Pull every line containing "water" out of the material below.
Data extracts Start Marker
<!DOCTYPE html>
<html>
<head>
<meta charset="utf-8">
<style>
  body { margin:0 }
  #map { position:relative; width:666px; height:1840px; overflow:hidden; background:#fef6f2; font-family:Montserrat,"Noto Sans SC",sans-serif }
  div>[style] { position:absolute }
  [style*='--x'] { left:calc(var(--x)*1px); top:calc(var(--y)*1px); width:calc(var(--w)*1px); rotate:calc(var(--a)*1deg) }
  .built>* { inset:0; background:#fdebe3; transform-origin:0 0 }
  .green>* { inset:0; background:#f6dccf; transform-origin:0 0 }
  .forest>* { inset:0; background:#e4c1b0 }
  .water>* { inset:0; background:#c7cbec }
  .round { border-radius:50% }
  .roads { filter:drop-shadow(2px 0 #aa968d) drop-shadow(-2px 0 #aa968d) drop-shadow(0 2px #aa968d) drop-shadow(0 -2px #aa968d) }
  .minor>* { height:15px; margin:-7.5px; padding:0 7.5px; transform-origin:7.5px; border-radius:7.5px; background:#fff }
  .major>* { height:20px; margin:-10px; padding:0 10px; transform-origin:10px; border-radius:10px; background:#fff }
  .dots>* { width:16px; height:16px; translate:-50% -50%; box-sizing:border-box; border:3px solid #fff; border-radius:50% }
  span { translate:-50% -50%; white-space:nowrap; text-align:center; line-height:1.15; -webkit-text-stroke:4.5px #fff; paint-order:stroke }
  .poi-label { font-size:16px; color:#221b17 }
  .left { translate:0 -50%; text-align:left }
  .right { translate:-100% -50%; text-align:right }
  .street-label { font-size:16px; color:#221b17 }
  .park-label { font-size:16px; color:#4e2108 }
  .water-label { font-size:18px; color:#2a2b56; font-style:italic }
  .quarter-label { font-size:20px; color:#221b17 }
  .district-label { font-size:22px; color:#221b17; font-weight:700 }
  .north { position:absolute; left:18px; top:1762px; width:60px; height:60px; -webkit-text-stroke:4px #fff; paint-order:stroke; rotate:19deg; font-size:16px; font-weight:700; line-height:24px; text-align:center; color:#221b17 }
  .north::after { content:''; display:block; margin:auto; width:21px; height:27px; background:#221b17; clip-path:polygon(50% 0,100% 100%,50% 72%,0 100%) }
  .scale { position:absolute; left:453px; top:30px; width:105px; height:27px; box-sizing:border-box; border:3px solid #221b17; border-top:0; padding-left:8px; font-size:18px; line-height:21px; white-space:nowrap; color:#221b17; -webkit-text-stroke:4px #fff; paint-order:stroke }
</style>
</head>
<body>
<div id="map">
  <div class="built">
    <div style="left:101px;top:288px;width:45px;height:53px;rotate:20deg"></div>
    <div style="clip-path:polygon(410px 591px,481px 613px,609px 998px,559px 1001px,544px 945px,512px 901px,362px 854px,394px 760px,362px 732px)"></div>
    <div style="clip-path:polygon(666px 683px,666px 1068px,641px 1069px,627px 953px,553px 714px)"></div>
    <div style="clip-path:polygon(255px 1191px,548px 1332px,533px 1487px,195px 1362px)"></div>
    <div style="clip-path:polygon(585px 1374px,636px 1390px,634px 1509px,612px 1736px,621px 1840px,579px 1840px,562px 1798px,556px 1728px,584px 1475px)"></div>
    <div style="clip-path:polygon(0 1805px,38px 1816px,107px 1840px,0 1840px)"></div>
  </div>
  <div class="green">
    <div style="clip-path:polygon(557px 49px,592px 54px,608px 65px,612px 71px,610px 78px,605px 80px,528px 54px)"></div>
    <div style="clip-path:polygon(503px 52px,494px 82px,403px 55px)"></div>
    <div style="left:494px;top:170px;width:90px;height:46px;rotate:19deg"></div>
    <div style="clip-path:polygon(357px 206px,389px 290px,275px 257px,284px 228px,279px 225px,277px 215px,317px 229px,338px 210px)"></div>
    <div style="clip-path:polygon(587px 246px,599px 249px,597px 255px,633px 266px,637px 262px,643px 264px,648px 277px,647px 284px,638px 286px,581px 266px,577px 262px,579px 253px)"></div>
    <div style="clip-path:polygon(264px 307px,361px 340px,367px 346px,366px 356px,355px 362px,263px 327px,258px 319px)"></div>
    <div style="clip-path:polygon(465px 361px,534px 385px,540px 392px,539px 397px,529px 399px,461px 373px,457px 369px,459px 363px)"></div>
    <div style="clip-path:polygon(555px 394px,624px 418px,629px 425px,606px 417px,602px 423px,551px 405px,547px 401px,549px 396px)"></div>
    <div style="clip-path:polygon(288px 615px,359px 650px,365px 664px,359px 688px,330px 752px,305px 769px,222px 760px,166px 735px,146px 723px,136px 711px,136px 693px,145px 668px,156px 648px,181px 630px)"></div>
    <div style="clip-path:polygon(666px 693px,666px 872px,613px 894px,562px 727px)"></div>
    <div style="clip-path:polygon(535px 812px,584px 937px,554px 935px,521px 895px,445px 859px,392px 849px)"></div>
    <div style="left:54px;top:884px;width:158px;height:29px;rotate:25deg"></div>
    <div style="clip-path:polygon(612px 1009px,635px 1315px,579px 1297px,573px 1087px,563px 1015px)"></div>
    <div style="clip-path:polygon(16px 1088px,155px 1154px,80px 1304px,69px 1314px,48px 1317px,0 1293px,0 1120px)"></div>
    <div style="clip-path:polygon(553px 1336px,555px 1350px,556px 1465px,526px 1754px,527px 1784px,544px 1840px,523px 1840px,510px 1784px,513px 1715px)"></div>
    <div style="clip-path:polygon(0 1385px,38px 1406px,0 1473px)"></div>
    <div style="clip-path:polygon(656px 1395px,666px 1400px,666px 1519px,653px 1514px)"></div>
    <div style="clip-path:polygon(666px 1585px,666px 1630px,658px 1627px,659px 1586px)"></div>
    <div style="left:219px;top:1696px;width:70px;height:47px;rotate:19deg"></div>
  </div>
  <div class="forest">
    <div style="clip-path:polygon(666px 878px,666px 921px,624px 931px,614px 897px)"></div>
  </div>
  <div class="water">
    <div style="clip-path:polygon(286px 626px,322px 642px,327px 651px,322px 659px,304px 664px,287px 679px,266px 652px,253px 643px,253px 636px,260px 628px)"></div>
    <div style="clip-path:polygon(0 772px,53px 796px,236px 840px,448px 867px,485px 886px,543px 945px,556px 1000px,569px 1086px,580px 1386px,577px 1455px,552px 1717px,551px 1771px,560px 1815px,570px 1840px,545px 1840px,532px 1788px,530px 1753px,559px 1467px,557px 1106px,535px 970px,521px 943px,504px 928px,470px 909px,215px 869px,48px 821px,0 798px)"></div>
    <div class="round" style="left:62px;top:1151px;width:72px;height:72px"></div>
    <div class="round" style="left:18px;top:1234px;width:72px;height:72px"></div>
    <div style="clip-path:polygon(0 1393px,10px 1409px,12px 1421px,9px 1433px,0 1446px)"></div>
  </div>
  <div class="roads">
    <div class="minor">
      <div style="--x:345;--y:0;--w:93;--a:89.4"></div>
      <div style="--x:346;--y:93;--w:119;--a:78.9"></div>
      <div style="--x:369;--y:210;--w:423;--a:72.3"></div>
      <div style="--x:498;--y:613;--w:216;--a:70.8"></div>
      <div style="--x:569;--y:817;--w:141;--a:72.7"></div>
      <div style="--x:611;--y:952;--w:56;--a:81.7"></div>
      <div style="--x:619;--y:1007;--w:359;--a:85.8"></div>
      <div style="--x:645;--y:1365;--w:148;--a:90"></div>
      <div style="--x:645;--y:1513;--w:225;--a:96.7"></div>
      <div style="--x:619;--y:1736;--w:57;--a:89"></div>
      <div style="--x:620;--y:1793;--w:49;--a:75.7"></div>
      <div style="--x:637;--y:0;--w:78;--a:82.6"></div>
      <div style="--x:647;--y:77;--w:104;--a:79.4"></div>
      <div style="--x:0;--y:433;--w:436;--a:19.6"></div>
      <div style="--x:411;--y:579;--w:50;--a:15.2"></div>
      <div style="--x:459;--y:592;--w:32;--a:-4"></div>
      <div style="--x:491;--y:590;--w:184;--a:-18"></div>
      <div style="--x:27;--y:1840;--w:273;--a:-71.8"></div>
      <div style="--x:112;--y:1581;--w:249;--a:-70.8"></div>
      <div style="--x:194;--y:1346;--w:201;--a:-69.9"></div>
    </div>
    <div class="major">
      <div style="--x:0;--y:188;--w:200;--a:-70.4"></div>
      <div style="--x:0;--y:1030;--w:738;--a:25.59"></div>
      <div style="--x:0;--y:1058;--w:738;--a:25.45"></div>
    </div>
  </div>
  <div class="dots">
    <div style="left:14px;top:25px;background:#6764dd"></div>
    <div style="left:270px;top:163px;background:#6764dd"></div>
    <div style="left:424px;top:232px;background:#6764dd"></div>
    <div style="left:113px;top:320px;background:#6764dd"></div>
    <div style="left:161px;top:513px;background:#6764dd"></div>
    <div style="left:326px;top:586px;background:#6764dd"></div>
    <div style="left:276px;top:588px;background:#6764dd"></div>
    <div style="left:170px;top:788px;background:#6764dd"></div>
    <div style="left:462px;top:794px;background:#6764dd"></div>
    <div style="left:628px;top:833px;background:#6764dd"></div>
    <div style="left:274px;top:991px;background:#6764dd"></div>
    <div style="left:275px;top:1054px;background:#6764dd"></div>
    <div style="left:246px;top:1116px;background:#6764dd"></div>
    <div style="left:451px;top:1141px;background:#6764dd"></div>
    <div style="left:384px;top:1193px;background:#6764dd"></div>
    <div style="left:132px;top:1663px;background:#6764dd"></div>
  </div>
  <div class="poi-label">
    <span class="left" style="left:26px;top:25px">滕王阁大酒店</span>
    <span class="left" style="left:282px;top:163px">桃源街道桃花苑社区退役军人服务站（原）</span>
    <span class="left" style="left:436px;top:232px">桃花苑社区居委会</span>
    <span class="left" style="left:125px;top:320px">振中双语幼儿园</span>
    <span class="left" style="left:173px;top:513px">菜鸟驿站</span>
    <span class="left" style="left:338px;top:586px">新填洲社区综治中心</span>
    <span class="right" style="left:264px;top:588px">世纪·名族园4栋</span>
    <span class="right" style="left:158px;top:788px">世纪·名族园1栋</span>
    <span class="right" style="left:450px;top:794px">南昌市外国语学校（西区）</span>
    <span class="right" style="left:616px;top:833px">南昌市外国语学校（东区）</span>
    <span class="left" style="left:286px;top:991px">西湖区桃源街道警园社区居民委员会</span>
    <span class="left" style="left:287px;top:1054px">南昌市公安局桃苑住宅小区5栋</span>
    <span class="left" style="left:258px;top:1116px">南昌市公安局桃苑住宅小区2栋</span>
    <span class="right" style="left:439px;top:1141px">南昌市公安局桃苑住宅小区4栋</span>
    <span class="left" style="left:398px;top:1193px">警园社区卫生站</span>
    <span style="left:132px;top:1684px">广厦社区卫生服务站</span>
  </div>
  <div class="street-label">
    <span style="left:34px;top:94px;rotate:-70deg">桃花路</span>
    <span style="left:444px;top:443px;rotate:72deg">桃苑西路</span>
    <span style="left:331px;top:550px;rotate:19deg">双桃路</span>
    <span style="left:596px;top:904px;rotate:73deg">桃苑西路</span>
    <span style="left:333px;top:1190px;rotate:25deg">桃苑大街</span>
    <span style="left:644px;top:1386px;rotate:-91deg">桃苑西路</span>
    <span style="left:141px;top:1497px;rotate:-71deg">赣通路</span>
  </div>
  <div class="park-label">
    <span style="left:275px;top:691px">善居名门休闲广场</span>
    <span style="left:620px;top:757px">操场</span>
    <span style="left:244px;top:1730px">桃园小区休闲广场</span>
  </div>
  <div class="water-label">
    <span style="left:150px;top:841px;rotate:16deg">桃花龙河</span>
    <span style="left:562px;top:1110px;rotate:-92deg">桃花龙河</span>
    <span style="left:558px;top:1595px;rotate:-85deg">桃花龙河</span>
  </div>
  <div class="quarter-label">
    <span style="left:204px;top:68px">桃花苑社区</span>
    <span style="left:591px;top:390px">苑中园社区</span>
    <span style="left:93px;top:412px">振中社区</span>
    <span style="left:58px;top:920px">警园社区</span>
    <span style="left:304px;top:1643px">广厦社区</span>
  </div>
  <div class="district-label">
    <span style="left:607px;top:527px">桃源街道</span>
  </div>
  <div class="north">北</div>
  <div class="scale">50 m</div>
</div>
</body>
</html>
Data extracts End Marker
Reply:
  .water>* { inset:0; background:#c7cbec }
  .water-label { font-size:18px; color:#2a2b56; font-style:italic }
  <div class="water">
  <div class="water-label">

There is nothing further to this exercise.